DETAILED ACTION
After further review, claims 11 and 15-16 should have been rejected under 35 U.S.C. 101 and 35 U.S.C. 103. Please see rejections below. Accordingly, the Actions dated 04/08/2025 and 08/25/2025 have been withdrawn.
Notice of Pre-AIA or AIA Status
The present application, filed on or after March 16, 2013, is being examined under the first inventor to file provisions of the AIA .
Specification
The lengthy specification has not been checked to the extent necessary to determine the presence of all possible minor errors. Applicant’s cooperation is requested in correcting any errors of which applicant may become aware in the specification.
Claim Objections
Claim 11 objected to because of the following informalities:
Line 43: “the analyst terminal configured” should be changed to “the analyst terminal is configured”.
Appropriate correction is required.
Claim Rejections - 35 USC § 112
The following is a quotation of 35 U.S.C. 112(b):
(b) CONCLUSION.—The specification shall conclude with one or more claims particularly pointing out and distinctly claiming the subject matter which the inventor or a joint inventor regards as the invention.
The following is a quotation of 35 U.S.C. 112 (pre-AIA ), second paragraph:
The specification shall conclude with one or more claims particularly pointing out and distinctly claiming the subject matter which the applicant regards as his invention.
Claims 11 and 15-16 are rejected under 35 U.S.C. 112(b) or 35 U.S.C. 112 (pre-AIA ), second paragraph, as being indefinite for failing to particularly point out and distinctly claim the subject matter which the inventor or a joint inventor (or for applications subject to pre-AIA 35 U.S.C. 112, the applicant), regards as the invention.
Claim 11 recites the limitation “an electrocardiogram data processing server” in line 7, whereas an electrocardiogram data processing server was already introduced in claim 11 (lines 3-4). It is unclear whether the Applicant intended to claim the same or a different electrocardiogram data processing server. Consider changing to “the electrocardiogram data processing server”.
Claim 15 recites the limitation “a pre-set target time” in line 2, whereas a pre-set target time was already introduced in a claim that claim 15 depends from (claim 11). It is unclear whether the Applicant intended to claim the same or a different pre-set target time. Consider changing to “the pre-set target time”.
*Claim 16 is also rejected due to its dependency on a rejected claim.

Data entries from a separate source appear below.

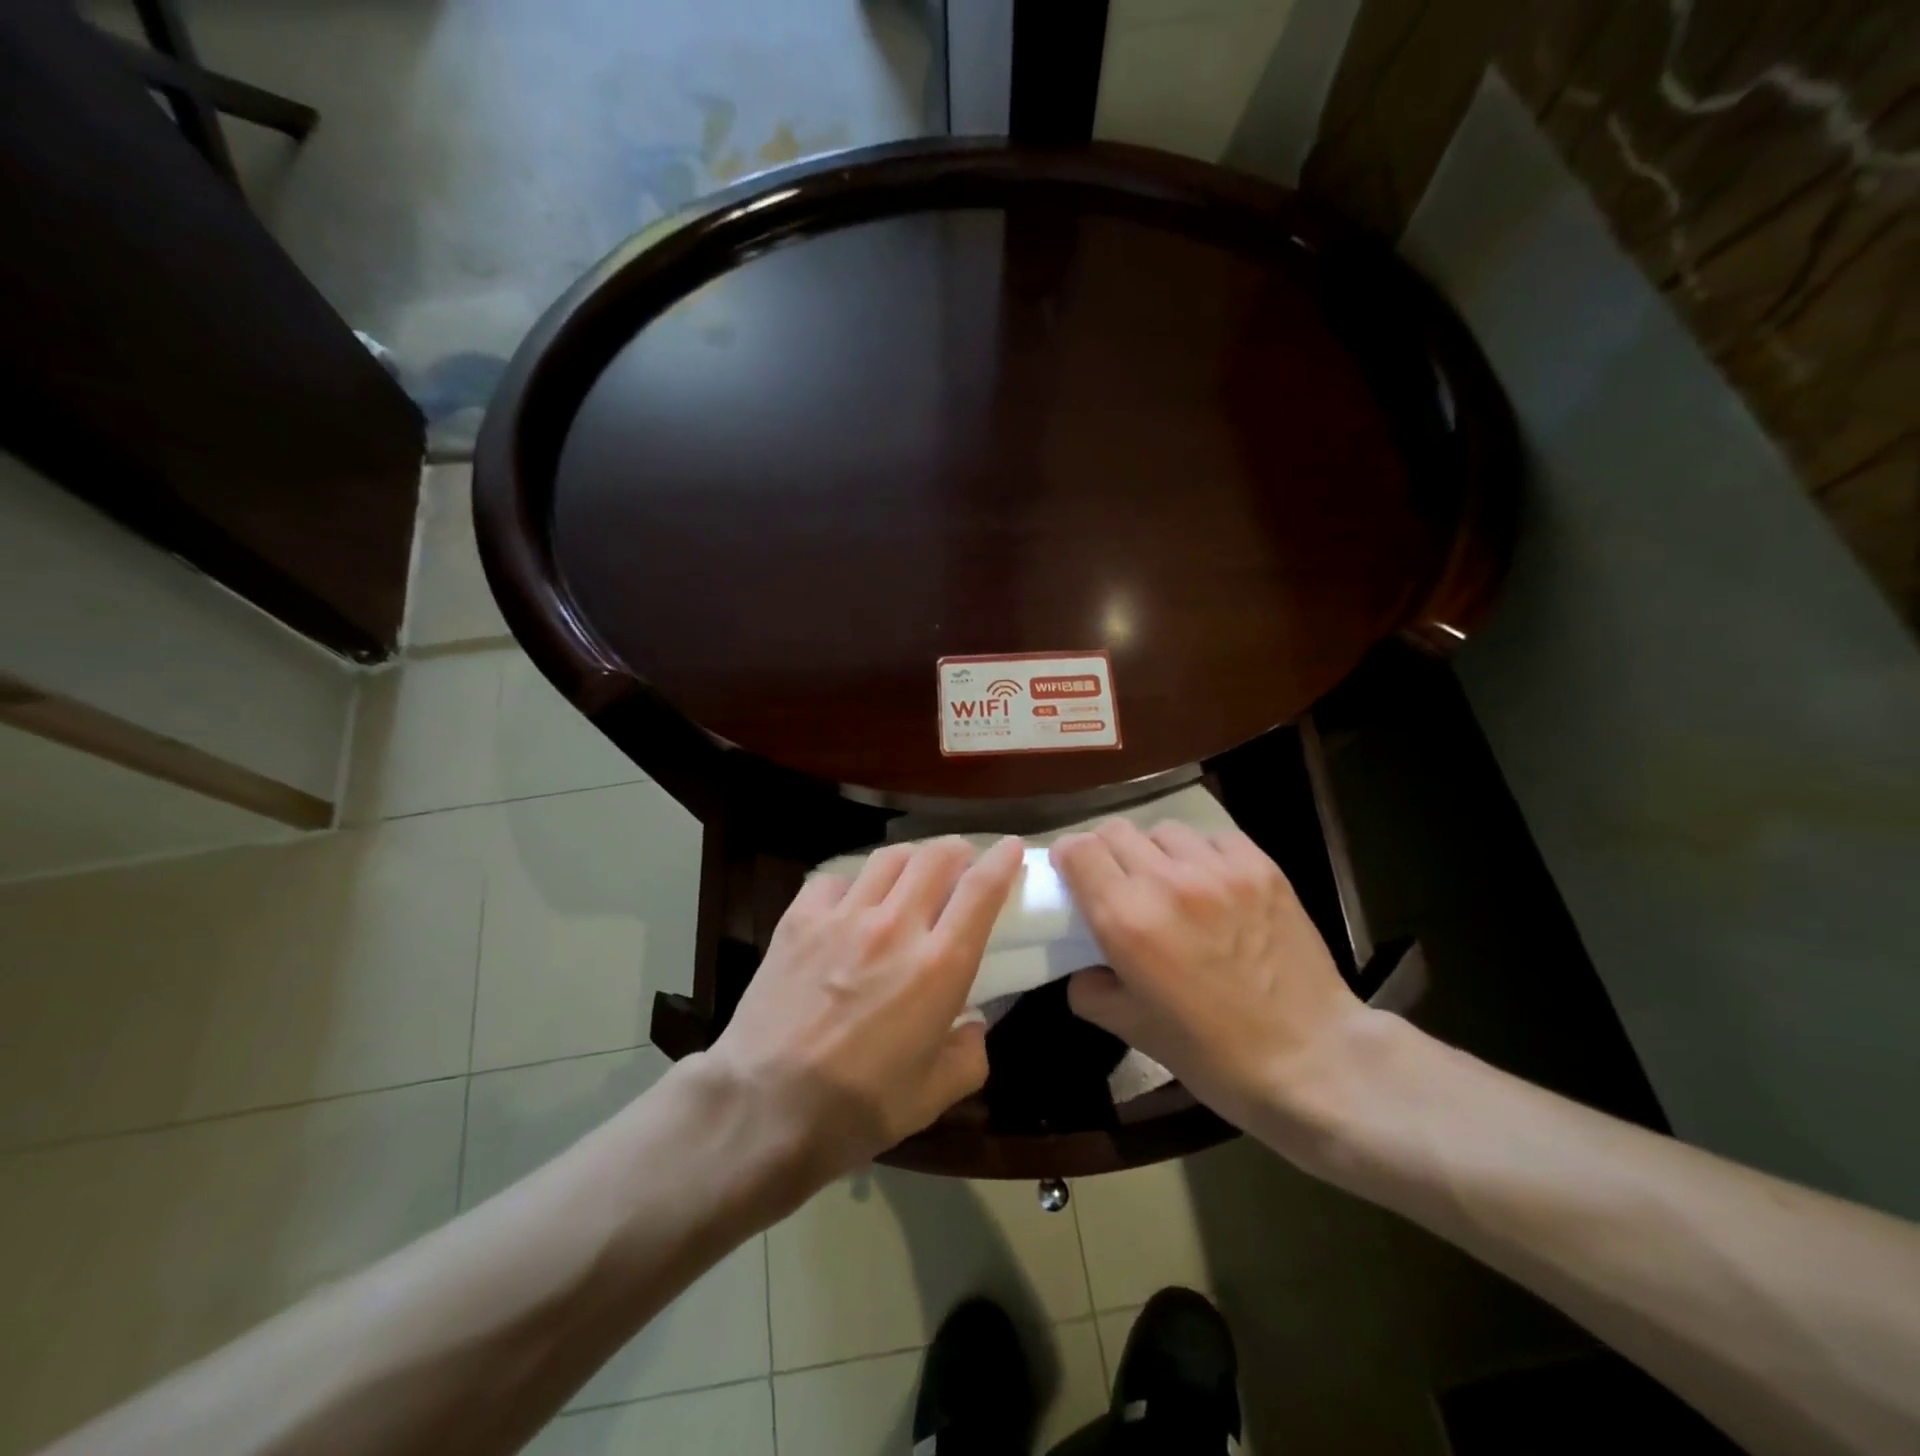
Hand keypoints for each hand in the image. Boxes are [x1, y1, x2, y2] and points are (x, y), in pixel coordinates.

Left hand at [706, 836, 1022, 1188]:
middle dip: (957, 851)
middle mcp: (895, 926)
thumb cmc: (858, 1107)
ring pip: (888, 858)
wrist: (764, 1107)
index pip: (981, 891)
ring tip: (910, 877)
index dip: (1003, 860)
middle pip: (936, 857)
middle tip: (961, 863)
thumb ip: (969, 1053)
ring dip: (910, 860)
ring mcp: (843, 917)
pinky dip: (852, 884)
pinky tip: (849, 905)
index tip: (1012, 847)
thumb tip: (973, 1024)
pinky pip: (834, 879)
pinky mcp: (799, 919)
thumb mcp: (934, 1095)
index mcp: (938, 966)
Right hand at [1052, 819, 1373, 1139]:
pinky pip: (1213, 838)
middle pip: (1115, 831)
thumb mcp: (1133, 1030)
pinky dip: (1203, 854)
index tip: (1074, 877)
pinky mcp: (1261, 867)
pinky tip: (1214, 885)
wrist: (1312, 1060)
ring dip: (1156, 852)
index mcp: (1127, 920)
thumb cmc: (1214, 1055)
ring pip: (1164, 830)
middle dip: (1107, 854)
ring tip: (1171, 884)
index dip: (1068, 858)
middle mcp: (1167, 882)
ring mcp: (1218, 869)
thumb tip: (1082, 966)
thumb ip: (1090, 990)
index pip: (1078, 849)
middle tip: (1121, 885)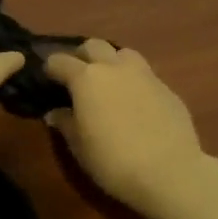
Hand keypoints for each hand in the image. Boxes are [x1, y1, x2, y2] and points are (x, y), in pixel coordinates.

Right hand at [45, 40, 207, 212]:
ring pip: (124, 53)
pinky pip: (145, 75)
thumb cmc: (113, 160)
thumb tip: (55, 112)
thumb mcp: (79, 146)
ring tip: (110, 84)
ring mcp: (145, 75)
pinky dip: (134, 82)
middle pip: (93, 45)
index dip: (50, 69)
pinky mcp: (167, 88)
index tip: (47, 80)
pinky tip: (136, 104)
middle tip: (78, 77)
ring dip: (112, 62)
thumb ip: (65, 123)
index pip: (59, 61)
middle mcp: (114, 68)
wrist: (170, 173)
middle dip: (82, 56)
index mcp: (86, 78)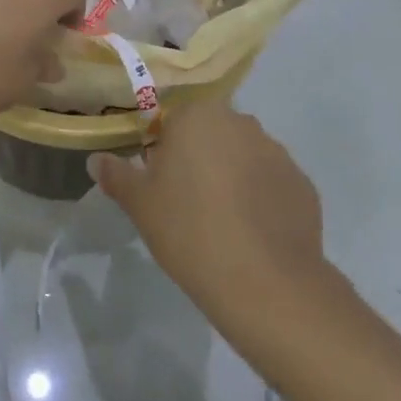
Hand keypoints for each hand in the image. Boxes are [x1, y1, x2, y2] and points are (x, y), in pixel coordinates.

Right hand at [89, 102, 334, 333]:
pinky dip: (260, 199)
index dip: (163, 148)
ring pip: (243, 156)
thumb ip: (117, 176)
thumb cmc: (190, 231)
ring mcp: (278, 152)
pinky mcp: (303, 185)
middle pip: (210, 133)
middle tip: (185, 202)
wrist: (267, 285)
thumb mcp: (141, 205)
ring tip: (222, 222)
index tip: (159, 181)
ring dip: (231, 176)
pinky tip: (251, 234)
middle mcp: (241, 122)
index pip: (173, 118)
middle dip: (198, 158)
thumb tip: (97, 160)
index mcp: (198, 116)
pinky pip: (271, 183)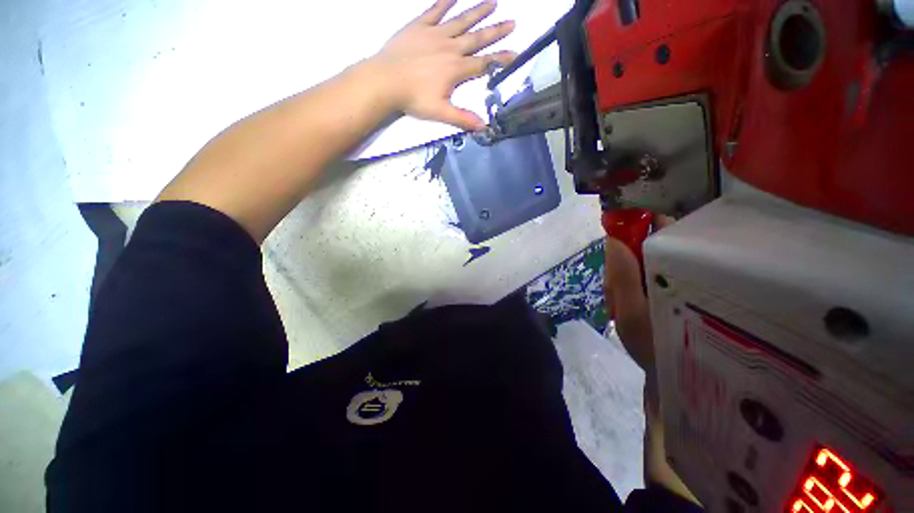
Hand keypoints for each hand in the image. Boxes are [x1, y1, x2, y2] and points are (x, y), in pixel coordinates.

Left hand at [372, 0, 516, 130]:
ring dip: (478, 12)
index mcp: (456, 70)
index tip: (516, 54)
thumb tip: (483, 126)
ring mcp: (435, 34)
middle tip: (513, 22)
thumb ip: (463, 119)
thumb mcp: (441, 113)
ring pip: (461, 21)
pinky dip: (445, 1)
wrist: (386, 81)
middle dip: (496, 31)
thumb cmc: (414, 99)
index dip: (501, 60)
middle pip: (478, 38)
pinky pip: (435, 10)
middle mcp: (450, 48)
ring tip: (493, 2)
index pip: (484, 64)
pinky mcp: (419, 26)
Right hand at [604, 214, 673, 372]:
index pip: (657, 227)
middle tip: (615, 294)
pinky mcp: (659, 286)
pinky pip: (633, 275)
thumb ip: (622, 274)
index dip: (630, 234)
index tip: (615, 254)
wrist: (668, 374)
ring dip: (618, 279)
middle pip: (639, 246)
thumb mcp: (630, 311)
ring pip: (633, 261)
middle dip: (619, 265)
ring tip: (617, 305)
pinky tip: (620, 306)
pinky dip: (622, 287)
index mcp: (678, 267)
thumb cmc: (652, 346)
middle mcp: (677, 265)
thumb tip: (613, 238)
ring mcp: (668, 276)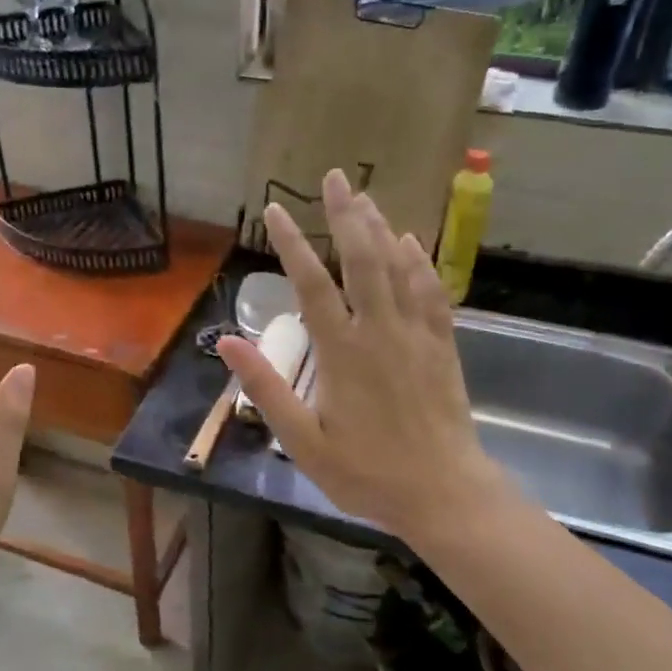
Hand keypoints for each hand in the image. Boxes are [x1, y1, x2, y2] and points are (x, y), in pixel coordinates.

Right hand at [218, 169, 517, 546]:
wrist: (442, 493)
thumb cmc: (365, 472)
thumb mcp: (302, 441)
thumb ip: (266, 387)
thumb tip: (229, 340)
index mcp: (341, 353)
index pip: (311, 285)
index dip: (292, 244)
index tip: (275, 210)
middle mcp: (379, 331)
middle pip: (361, 259)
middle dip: (346, 215)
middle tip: (334, 177)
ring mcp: (416, 335)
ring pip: (397, 267)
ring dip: (379, 228)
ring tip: (364, 197)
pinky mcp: (442, 345)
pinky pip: (431, 291)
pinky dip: (419, 262)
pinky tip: (410, 241)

Claim Rejections - 35 USC § 101
35 U.S.C. 101 reads as follows:
Whoever invents or discovers any new and useful process, machine, manufacture, or composition of matter, or any new and useful improvement thereof, may obtain a patent therefor, subject to the conditions and requirements of this title.
Claims 11 and 15-16 are rejected under 35 U.S.C. 101 because the claimed invention is directed to an abstract idea (mental process of receiving information, analyzing it, communicating/transmitting results of analysis for displaying, and transmitting a further analysis request to an analyst) without significantly more.
Step 1
Independent claim 11 is directed to an electrocardiogram monitoring system (i.e., system/machine) and thus meets the requirements for step 1.
Step 2A, Prong 1
Claim 11 recites the following limitations which are interpreted as potentially inclusive of an abstract idea:
“generate label information associated with the electrocardiogram signal” – A person may mentally generate label information by recognizing events in the signal
“calculate an expected analysis time based on an analysis condition received from the medical staff terminal” – An expected analysis time is simply an estimate of how long it will take an analyst to analyze the data (Specification – Par. [0064). A person may mentally estimate an expected analysis time based on previous experience or benchmarks
"...indicating whether the expected analysis time is within a pre-set target time wherein the expected analysis time is calculated based on the analysis condition” – A human may mentally/mathematically compare the expected analysis time with a pre-set target time to determine whether the expected time exceeds a target time
Step 2A, Prong 2
Claim 11 recites additional elements which do not amount to a practical application for the abstract idea when analyzed individually or in combination:
an electrocardiogram measuring device configured to measure an electrocardiogram signal from an object and transmit the electrocardiogram signal to an electrocardiogram data processing server – insignificant pre-solution activity, i.e. mere data gathering
an electrocardiogram data processing server, comprising: a processor; a computer readable memory configured to store computer readable instructions executable by the processor; a communication unit; a medical staff terminal; and an analyst terminal -– These are all interpreted as general purpose computers recited at a high level of generality. They amount to no more than applying the abstract idea on a generic computer.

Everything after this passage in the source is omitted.